**Work item**
Report every line of the records beneath this task that holds the string "path".

(Dataset excerpts)
"""
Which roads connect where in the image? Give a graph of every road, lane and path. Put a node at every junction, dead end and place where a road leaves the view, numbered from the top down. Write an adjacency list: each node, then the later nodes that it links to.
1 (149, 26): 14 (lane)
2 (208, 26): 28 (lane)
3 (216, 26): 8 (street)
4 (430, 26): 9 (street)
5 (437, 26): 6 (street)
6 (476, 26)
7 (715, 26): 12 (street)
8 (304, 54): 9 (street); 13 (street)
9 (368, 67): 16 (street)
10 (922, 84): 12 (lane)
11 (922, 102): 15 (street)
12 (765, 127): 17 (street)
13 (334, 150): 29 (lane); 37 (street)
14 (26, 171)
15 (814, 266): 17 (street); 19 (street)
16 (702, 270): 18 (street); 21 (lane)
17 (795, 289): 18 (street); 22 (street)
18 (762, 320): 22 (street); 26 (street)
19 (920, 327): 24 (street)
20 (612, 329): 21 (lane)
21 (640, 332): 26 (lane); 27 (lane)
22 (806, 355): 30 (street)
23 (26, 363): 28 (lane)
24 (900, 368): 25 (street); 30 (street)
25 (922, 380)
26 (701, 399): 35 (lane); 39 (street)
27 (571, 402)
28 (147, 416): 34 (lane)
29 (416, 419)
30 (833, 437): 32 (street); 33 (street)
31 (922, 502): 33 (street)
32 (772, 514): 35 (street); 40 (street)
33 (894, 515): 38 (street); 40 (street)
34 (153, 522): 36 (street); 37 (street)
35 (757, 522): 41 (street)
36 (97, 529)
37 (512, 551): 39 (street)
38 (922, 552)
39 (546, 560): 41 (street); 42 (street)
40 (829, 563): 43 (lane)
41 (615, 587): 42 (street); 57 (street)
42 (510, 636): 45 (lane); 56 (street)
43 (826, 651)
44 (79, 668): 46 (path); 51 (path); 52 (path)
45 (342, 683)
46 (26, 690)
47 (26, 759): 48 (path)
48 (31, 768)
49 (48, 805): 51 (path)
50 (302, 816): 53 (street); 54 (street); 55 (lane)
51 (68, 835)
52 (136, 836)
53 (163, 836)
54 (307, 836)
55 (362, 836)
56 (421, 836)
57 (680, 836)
"""
**Response area**
Which roads connect where in the image? Give a graph of every road, lane and path. Put a node at every junction, dead end and place where a road leaves the view, numbered from the top down. Write an adjacency list: each node, then the later nodes that it links to.
44 (79, 668): 46 (path); 51 (path); 52 (path)
47 (26, 759): 48 (path)
49 (48, 805): 51 (path)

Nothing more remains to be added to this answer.